Le choix du 26 mai – Quelles missions pour l’Europe ?

Inscription sur les listes électorales européennes jusqu’au 31 mars 2019

La déclaration de 1951 par laquelle Robert Schuman a lancé l'aventure européenne commençait par ‘’LA PAIX du MONDE et la contribution que l’Europe peut y apporter sont indispensables à la cohésion de l’humanité’’. Belle phrase... L’Europe, indispensable au monde ! ... L'idée semble obsolète alors que s'ouvre la campagne pour l'élection du Parlement de Strasbourg, le 26 mai. ''Quel avantage encore attendre cette fichue Europe, pour mon bénéfice immédiat ?'' Voilà ce qui caractérise l'humeur prévalente, plutôt que ''l'Europe doit être plus forte pour me protéger dans ce fichu monde, tel qu'il est ?''

Selon la mythologie, la princesse phénicienne Europe, fille du roi de Sidon, fut enlevée par Zeus, pour l'occasion incarné en taureau. Dans un fourré de Crète, le patron de l'Olympe abusa d'elle, sans scrupule aucun. A l'image de cette malheureuse princesse orientale, le vieux continent occidental, qui a hérité le prénom d'''Europe'', inspire de par le monde plus d'envie que de respect ou de compassion. Caricature d'Haitzinger sur les premières élections au ... 

Avec l'évanescence du bloc occidental et l'égarement barbare des Etats-Unis de Trump, le modeste appendice occidental accolé au continent asiatique se retrouve tout petit, à l'écart des grandes évolutions du monde, dérèglement climatique peut-être excepté. Englué dans ses habitudes impériales passées, ses frustrations et apathies présentes mais aussi ses aspirations à un nouveau modèle de vie universel, l'Europe cherche, sans succès, un rôle à sa mesure dans l'ordre bouleversé du monde et au service d'une stabilité internationale chancelante.
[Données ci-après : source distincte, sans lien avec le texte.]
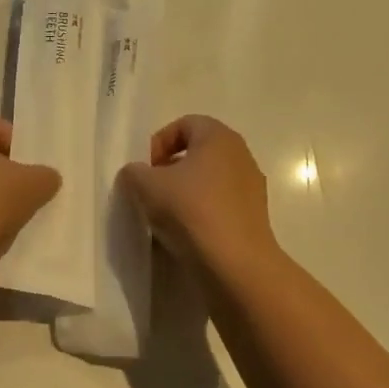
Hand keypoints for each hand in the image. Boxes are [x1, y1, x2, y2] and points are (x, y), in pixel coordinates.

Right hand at [119, 115, 277, 269]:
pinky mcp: (255, 216)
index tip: (145, 169)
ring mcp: (252, 187)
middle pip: (199, 152)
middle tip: (152, 190)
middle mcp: (241, 155)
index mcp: (218, 137)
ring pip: (210, 180)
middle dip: (171, 168)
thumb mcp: (146, 186)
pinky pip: (221, 204)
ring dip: (186, 192)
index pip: (184, 124)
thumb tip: (136, 174)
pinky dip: (203, 212)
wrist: (235, 263)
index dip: (159, 142)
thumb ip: (134, 172)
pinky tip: (188, 233)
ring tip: (167, 216)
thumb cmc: (190, 211)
1 - L'Europe lâche prise dans un monde où elle reste très attendue

L'Europe a perdu son ascendant sur le monde : intervention en Iraq de 2003, due à un caprice idéologique américain; printemps arabes dégénérant en hivers sanglants sans réel soutien de sa part; terrorisme parvenu jusqu'à elle, par effet boomerang et sur fond de rancœur du monde arabo-musulman; regain de la course aux armements auquel elle assiste en spectatrice impuissante; rejet du droit international et dépeçage, par les nouveaux "grands" du système multilatéral, qui assurait une paix, même imparfaite, et surtout un rôle à notre continent; dérégulation de l'économie libérale par des financiers américains fous à lier, responsables du Krach de 2008 et toujours menaçants; agressivité et aventurisme russes à l'égard des démocraties pour venger le déclassement subi par l'ex-URSS; catastrophe populiste nommée Trump menaçant de contaminer l'Occident; conflits commerciaux et protectionnismes antagonistes entre Washington et Pékin, Brexit europhobe (et suicidaire), ... aucun de ces malheurs courants du monde ne modifiera la curieuse perception majoritaire de l’Union, non pas en dernier carré du bon sens et de l'Etat de droit, mais en ‘’ennemi’’ de ses citoyens et en souffre-douleur pour tous les malheurs du monde. 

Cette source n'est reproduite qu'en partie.